WORK TO COMPLETE:
In the records below, find the line containing "ctx.fill(path, 'evenodd');" and the line containing "M1321 18 1392"; please repeat exactly the lines from one to the other, both included, and nothing more.

Dataset entries:
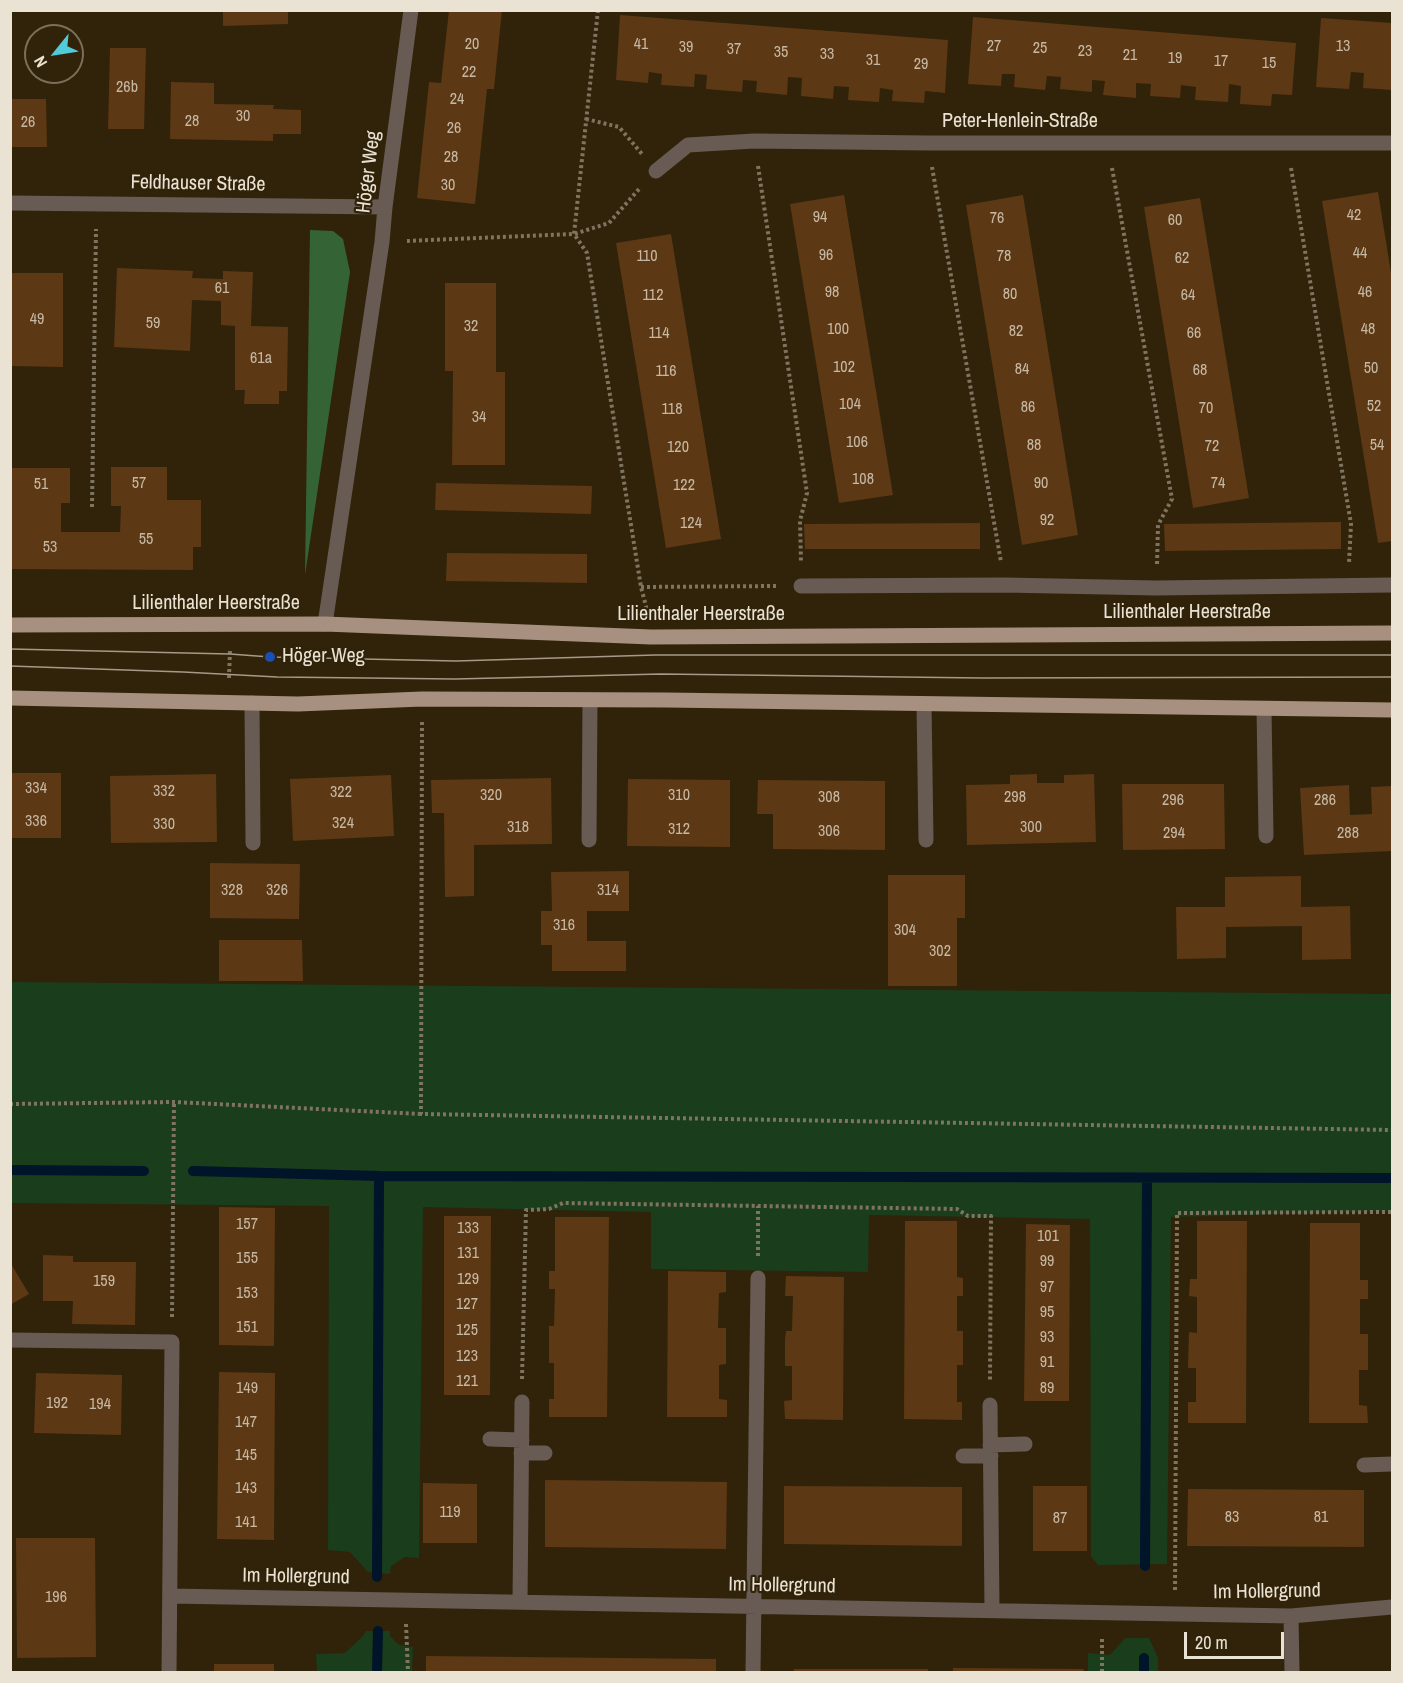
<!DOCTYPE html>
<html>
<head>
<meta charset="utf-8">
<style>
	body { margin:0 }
	#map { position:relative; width:1403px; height:1683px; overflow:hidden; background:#30230a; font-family:"Archivo Narrow",sans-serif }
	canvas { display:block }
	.frame { position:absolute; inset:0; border:12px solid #eae2d3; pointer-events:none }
	.north { position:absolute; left:24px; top:24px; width:60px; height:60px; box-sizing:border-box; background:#30230a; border:2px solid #7a6f5a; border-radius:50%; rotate:240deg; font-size:16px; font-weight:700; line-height:24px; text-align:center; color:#eae2d3 }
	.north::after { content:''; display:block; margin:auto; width:21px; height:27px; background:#52cbd8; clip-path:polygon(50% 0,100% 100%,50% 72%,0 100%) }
	.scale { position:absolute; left:1184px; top:1632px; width:100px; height:27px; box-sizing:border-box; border:3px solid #eae2d3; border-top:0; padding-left:8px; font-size:18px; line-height:21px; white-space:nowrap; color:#eae2d3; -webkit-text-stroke:4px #30230a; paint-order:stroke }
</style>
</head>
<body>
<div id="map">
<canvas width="1403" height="1683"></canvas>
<div class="frame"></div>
<div class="north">N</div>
<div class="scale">20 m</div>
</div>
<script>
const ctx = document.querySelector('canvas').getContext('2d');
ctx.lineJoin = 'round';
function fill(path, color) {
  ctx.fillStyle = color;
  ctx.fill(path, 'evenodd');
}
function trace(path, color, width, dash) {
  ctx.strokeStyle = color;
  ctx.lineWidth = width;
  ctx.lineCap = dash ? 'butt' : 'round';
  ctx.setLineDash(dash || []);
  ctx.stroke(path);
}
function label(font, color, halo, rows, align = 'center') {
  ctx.font = font + ' "Archivo Narrow",sans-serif';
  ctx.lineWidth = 4.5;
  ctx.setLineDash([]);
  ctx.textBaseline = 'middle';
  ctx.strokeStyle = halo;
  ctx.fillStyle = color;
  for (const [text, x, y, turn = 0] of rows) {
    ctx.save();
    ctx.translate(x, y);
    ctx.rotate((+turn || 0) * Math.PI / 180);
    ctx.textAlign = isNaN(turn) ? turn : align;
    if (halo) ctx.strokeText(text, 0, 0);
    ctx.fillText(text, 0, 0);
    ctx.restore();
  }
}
fill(new Path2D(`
	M11 982 1392 994V1211L1171 1217 1167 1564 1098 1565 1091 1556 1090 1219 869 1215 868 1272 651 1269V1212L423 1207 419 1558 405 1557 391 1566 390 1574 368 1572 350 1552 328 1550 329 1206 11 1203Z
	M366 1631H390V1636L399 1645 413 1647 412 1672H317L316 1654 345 1653 363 1636Z
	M1125 1638H1149L1158 1658V1672H1088V1653L1110 1655Z`), '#1a3d1c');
fill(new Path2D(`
	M310 230 333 231 343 239 350 272 305 575Z`), '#346436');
trace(new Path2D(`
	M10 1170 144 1171
	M193 1171 379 1176 1392 1178
	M1145 1566 1147 1178
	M377 1577 379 1176
	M377 1672 378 1631
	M1144 1672V1658`), '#00142a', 10);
fill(new Path2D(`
	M223 10H288V24L223 26Z
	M449 10H502L494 89H487L475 204 417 198 429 82 441 83Z
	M620 15 948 40 945 93 925 91 924 103 892 101 893 90 880 88 879 102 848 100 849 87 834 86 833 99 801 96 802 78 788 77 787 95 756 92 757 81 743 80 742 92 706 89 707 75 695 74 694 87 661 85 662 74 649 72 648 83 616 80Z
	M973 17 1296 43 1292 95 1272 94 1271 106 1240 104 1241 86 1229 84 1228 102 1195 100 1196 87 1181 85 1180 98 1150 96 1151 84 1136 83V98L1103 95 1105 81 1092 80V92L1060 89 1061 77 1047 76 1045 90 1014 87 1015 74H1002L1001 86 968 84Z
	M1321 18 1392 23V90L1363 88 1364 73 1351 72 1349 89 1316 87Z
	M110 48H146L144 129H108Z
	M171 82 214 83V104L274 105 273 109 301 110V134H273V141L170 139Z
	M10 99H46L47 147H10Z
	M1378 192 1392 279V541L1378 543 1322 201Z
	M844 195 893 495 839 503 790 204Z
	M1023 195 1078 535 1022 545 966 205Z
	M1200 198 1249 498 1193 508 1144 207Z
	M671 234 721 539 666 548 616 243Z
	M117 268 193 271 192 278 223 279V271L253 272 251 326 288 327 287 391H279V404H244L245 390H235V326L221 325V301L192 300 190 351 114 347Z
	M10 273H63V367L10 366Z
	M445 283H496V372H505V465H452L453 371H445Z
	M111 467H167V500H201V547H193V570L11 569 12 468H70V503H61V532H120L121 506H111Z
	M436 483 592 486 591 514 435 510Z
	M1341 522V549L1165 551 1164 524Z
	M980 523V549H805L804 524Z
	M447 553 587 554V583L446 581Z
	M10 773H61V838H10Z
	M216 774 217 842 111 843 110 776Z
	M1037 774V783H1064V775L1094 774 1096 842 967 845 966 785 1010 784V775Z
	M391 775 394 836 293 841 290 779Z
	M551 778 552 844 474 845V896L445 897 444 813H432L431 780Z
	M628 779 730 780V847L627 846Z
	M758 780 885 781V850L773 849V814H757Z
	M1122 784H1224L1225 849 1123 850Z
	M1349 785 1350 815 1372 814 1371 787 1392 786V851L1304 855 1300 788Z
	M210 863 300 864 299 919 210 918Z
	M629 871V911H587V941H626V971H552V945H541V911H552L551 872Z
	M888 875H965V918H957V986H888Z
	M1301 876V907L1350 906 1351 959 1302 960V926L1226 927V958L1177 959 1176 907H1225V877Z
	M219 940H302L303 981H219Z
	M219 1207 275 1208 274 1346 219 1345Z
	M444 1216H491L490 1395H444Z
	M555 1217H609L607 1417H549V1399H554V1363H549V1326H554L555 1289H549V1271H555Z
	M905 1221H957V1277L963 1278V1296H957V1331H963V1365H957V1402H962V1420L904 1419Z
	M1197 1221H1247L1246 1423H1188V1402H1196V1368H1188L1189 1332 1197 1333V1297L1189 1296 1190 1279H1197Z
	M1310 1223H1360V1280H1368V1299H1360V1334H1368V1370H1359V1405L1367 1406 1368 1423H1309Z
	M1026 1224 1070 1225 1069 1401H1024Z
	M43 1255 73 1256V1262H136L135 1325 72 1324 73 1301H43Z
	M10 1262 29 1294 10 1305Z
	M668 1271 726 1272V1292L719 1293 718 1328H726V1364L719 1365V1399L727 1400V1417H667Z
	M786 1276 844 1277 843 1420 785 1419 784 1401 792 1400V1366H785V1340L786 1331H792L793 1296H785Z
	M219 1372 275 1373 274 1540 217 1539Z
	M36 1373 122 1375 121 1435 34 1433Z
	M545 1480 727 1482 726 1549 545 1547Z
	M423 1483 477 1484V1543H423Z
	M784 1486 962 1487V1546L784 1544Z
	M1033 1486H1087V1551H1033Z
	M1188 1489 1364 1490V1547L1187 1546Z
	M16 1538H95L96 1657 17 1658Z
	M426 1656 716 1659V1672H426Z
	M214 1664H274V1672H214Z
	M953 1668 1084 1669 1083 1672H953Z
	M794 1669H928V1672H794Z`), '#5c3814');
trace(new Path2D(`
	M598 10 574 234 587 253 641 587 648 614
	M586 119 619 127 642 154
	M758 166 807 493 800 521 801 562
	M932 167 1001 562
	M1112 168 1172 499 1158 525 1157 565
	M1291 168 1351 524 1349 563
	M407 241 574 234 609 223 640 188
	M92 507 96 229
	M641 587 778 586
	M229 678 230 650
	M422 722 421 1114 1392 1130
	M10 1104 174 1102 421 1114
	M758 1256V1206
	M172 1317 174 1102
	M522 1379 526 1210 549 1209 563 1203 957 1209 968 1216H991L990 1381
	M1175 1590 1177 1213 1392 1212
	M406 1624 408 1672
	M1102 1672V1637`), '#7f745f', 4, [3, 3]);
trace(new Path2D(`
	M656 171 688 145 754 141 928 143H1392
	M10 203 385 207
	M801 586 1004 585 1156 588 1392 585
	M325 624 382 242 385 207 411 10
	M252 703 253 843
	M924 704 926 840
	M1264 709 1266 836
	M589 840 590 700
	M10 1340 172 1342 169 1672
	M990 1405 992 1610
	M490 1439 522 1440
	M990 1445 1025 1444
	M521 1453H545
	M963 1456H991
	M1364 1465 1392 1464
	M170 1596 1291 1616 1392 1607
	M520 1602 522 1402
	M1291 1616 1292 1672
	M753 1672 758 1278`), '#675b53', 15);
trace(new Path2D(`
	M10 625 325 624 651 637 1392 633
	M10 698 298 704 422 699 666 700 1392 710`), '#a89080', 15);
trace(new Path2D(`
	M10 649 230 654 270 657 456 661 655 655H1392
	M10 666 183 672 277 677 455 679 661 674 982 678 1392 677`), '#a49a87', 1.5);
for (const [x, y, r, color] of [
	[270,657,6,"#1a4fb4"]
]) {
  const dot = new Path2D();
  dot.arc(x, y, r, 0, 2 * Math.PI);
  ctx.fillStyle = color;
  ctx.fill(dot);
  trace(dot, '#30230a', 2);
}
label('16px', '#c6b8a3', null, [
	["20",472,45],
	["41",641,45],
	["27",994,47],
	["13",1343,47],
	["39",686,48],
	["25",1040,49],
	["37",734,50],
	["23",1085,52],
	["35",781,53],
	["33",827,55],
	["21",1130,56],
	["19",1175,59],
	["31",873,61],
	["17",1221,62],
	["15",1269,64],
	["29",921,65],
	["22",469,73],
	["26b",127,88],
	["24",457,100],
	["30",243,117],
	["28",192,122],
	["26",28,123],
	["26",454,129],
	["28",451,158],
	["30",448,186],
	["42",1354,216],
	["94",820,218],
	["76",997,219],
	["60",1175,221],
	["44",1360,254],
	["96",826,256],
	["110",647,257],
	["78",1004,257],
	["62",1182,259],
	["61",222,289],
	["98",832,293],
	["46",1365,293],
	["80",1010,295],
	["112",653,296],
	["64",1188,296],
	["49",37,320],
	["59",153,324],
	["32",471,327],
	["100",838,330],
	["48",1368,330],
	["82",1016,332],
	["114",659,334],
	["66",1194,334],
	["61a",261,359],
	["102",844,368],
	["50",1371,369],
	["84",1022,370],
	["68",1200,371],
	["116",666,372],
	["104",850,405],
	["52",1374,407],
	["86",1028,408],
	["70",1206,409],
	["118",672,410],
	["34",479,418],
	["106",857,443],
	["88",1034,446],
	["54",1377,446],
	["72",1212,447],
	["120",678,448],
	["108",863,480],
	["57",139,484],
	["90",1041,484],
	["74",1218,484],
	["51",41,485],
	["122",684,486],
	["92",1047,521],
	["124",691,524],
	["55",146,540],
	["53",50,548],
	["334",36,789],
	["332",164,792],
	["322",341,793],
	["320",491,796],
	["310",679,796],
	["308",829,798],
	["298",1015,798],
	["296",1173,801],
	["286",1325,801],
	["336",36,822],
	["324",343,824],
	["330",164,825],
	["318",518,828],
	["300",1031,828],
	["312",679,830],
	["306",829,832],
	["294",1174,834],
	["288",1348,834],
	["328",232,891],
	["326",277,891],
	["314",608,891],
	["316",564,926],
	["304",905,931],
	["302",940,952],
	["157",247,1225],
	["133",468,1229],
	["101",1048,1237],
	["131",468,1254],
	["155",247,1259],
	["99",1047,1262],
	["129",468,1280],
	["159",104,1282],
	["97",1047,1288],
	["153",247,1294],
	["127",467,1305],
	["95",1047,1313],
	["151",247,1328],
	["125",467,1331],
	["93",1047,1338],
	["123",467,1357],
	["91",1047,1363],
	["121",467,1382],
	["149",247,1389],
	["89",1047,1389],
	["192",57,1404],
	["194",100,1405],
	["147",246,1423],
	["145",246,1456],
	["143",246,1489],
	["119",450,1513],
	["83",1232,1518],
	["81",1321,1518],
	["87",1060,1519],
	["141",246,1523],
	["196",56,1598]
]);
label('20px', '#eae2d3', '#30230a', [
	["Peter-Henlein-Straße",1020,122],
	["Höger Weg",369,172,-83],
	["Feldhauser Straße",198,184,1],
	["Lilienthaler Heerstraße",216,604],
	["Lilienthaler Heerstraße",1187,613],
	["Lilienthaler Heerstraße",701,615],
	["Im Hollergrund",296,1577,1],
	["Im Hollergrund",782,1586,1],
	["Im Hollergrund",1267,1592,-1]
]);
label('20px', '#eae2d3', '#30230a', [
	["Höger Weg",282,657]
], 'left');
</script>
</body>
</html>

ANSWER TO THIS EXERCISE:
  ctx.fill(path, 'evenodd');
}
function trace(path, color, width, dash) {
  ctx.strokeStyle = color;
  ctx.lineWidth = width;
  ctx.lineCap = dash ? 'butt' : 'round';
  ctx.setLineDash(dash || []);
  ctx.stroke(path);
}
function label(font, color, halo, rows, align = 'center') {
  ctx.font = font + ' "Archivo Narrow",sans-serif';
  ctx.lineWidth = 4.5;
  ctx.setLineDash([]);
  ctx.textBaseline = 'middle';
  ctx.strokeStyle = halo;
  ctx.fillStyle = color;
  for (const [text, x, y, turn = 0] of rows) {
    ctx.save();
    ctx.translate(x, y);
    ctx.rotate((+turn || 0) * Math.PI / 180);
    ctx.textAlign = isNaN(turn) ? turn : align;
    if (halo) ctx.strokeText(text, 0, 0);
    ctx.fillText(text, 0, 0);
    ctx.restore();
  }
}
fill(new Path2D(`
	M11 982 1392 994V1211L1171 1217 1167 1564 1098 1565 1091 1556 1090 1219 869 1215 868 1272 651 1269V1212L423 1207 419 1558 405 1557 391 1566 390 1574 368 1572 350 1552 328 1550 329 1206 11 1203Z
	M366 1631H390V1636L399 1645 413 1647 412 1672H317L316 1654 345 1653 363 1636Z
	M1125 1638H1149L1158 1658V1672H1088V1653L1110 1655Z`), '#1a3d1c');
fill(new Path2D(`
	M310 230 333 231 343 239 350 272 305 575Z`), '#346436');
trace(new Path2D(`
	M10 1170 144 1171
	M193 1171 379 1176 1392 1178
	M1145 1566 1147 1178
	M377 1577 379 1176
	M377 1672 378 1631
	M1144 1672V1658`), '#00142a', 10);
fill(new Path2D(`
	M223 10H288V24L223 26Z
	M449 10H502L494 89H487L475 204 417 198 429 82 441 83Z
	M620 15 948 40 945 93 925 91 924 103 892 101 893 90 880 88 879 102 848 100 849 87 834 86 833 99 801 96 802 78 788 77 787 95 756 92 757 81 743 80 742 92 706 89 707 75 695 74 694 87 661 85 662 74 649 72 648 83 616 80Z
	M973 17 1296 43 1292 95 1272 94 1271 106 1240 104 1241 86 1229 84 1228 102 1195 100 1196 87 1181 85 1180 98 1150 96 1151 84 1136 83V98L1103 95 1105 81 1092 80V92L1060 89 1061 77 1047 76 1045 90 1014 87 1015 74H1002L1001 86 968 84Z
	M1321 18 1392 23V90L1363 88 1364 73 1351 72 1349 89 1316 87Z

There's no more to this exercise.